We passed through Linlithgow, where there was an elegant royal palace, which is now gone to decay, as well as the town itself — This too is pretty much the case with Stirling, though it still boasts of a fine old castle in which the kings of Scotland were wont to reside in their minority — But Glasgow is the pride of Scotland, and, indeed, it might very well pass for an elegant and flourishing city in any part of Christendom. There we had the good fortune to be received into the house of Mr Moore, an eminent surgeon, to whom we were recommended by one of our friends at Edinburgh; and, truly, he could not have done us more essential service — Mr Moore is a merry facetious companion, sensible and shrewd, with a considerable fund of humour; and his wife an agreeable woman, well bred, kind, and obliging. Kindness, which I take to be the essence of good-nature and humanity, is the distinguishing characteristic of the Scotch ladies in their own country — Our landlord shewed us every thing, and introduced us to all the world at Glasgow; where, through his recommendation, we were complimented with the freedom of the town.

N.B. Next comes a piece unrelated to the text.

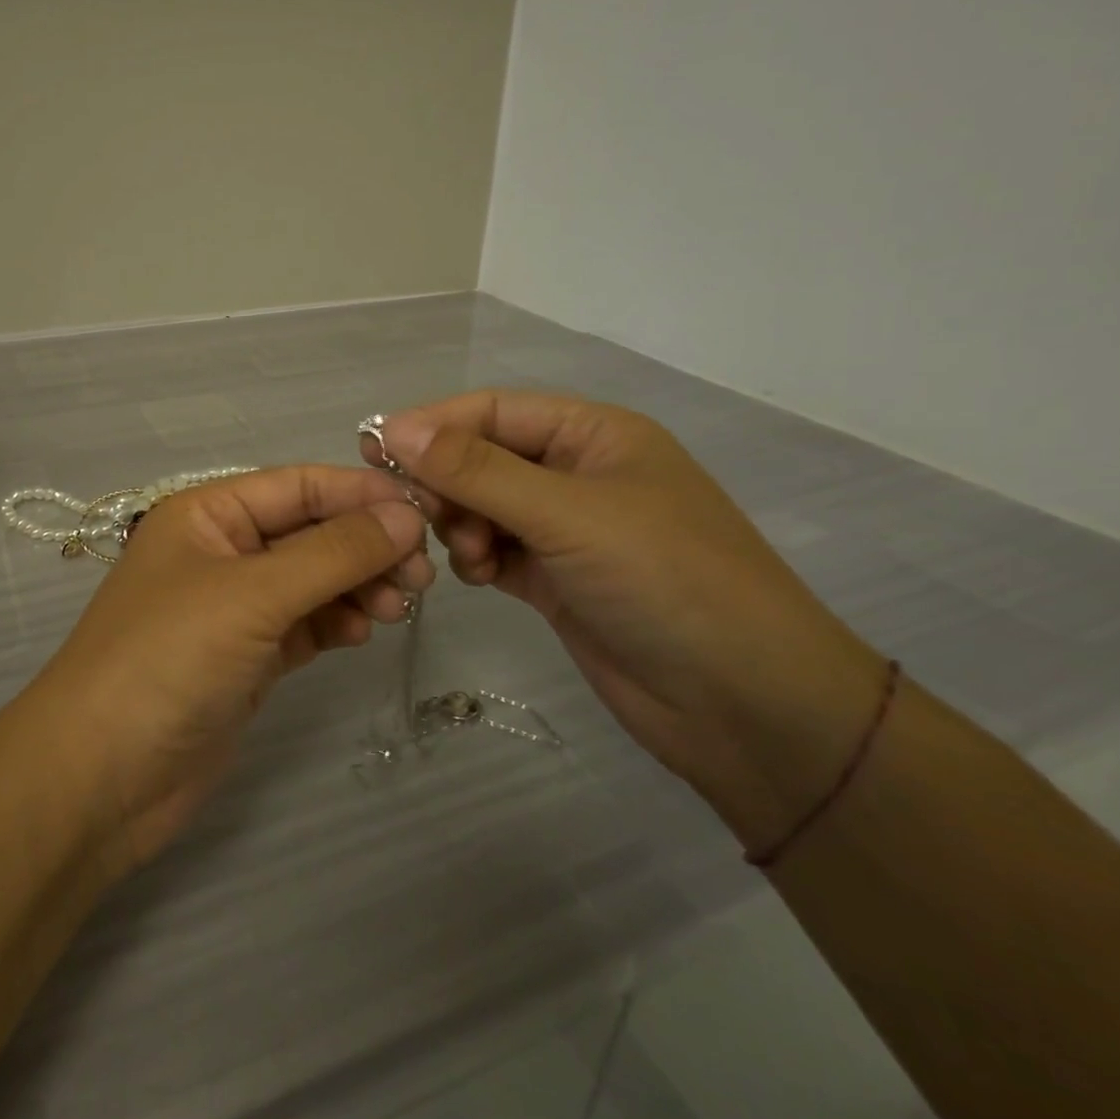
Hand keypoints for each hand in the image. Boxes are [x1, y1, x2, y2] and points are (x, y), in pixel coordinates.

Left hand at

Considering the trade and opulence of this place, it cannot but abound with gaiety and diversions. Here is a great number of young fellows that rival the youth of the capital in spirit and expence; and I was soon convinced, that all the female beauties of Scotland were not assembled at the hunters ball in Edinburgh — The town of Glasgow flourishes in learning as well as in commerce — Here is an university, with professors in all the different branches of science, liberally endowed, and judiciously chosen — It was vacation time when I passed, so that I could not entirely satisfy my curiosity; but their mode of education is certainly preferable to ours in some respects. The students are not left to the private instruction of tutors; but taught in public schools or classes, each science by its particular professor or regent.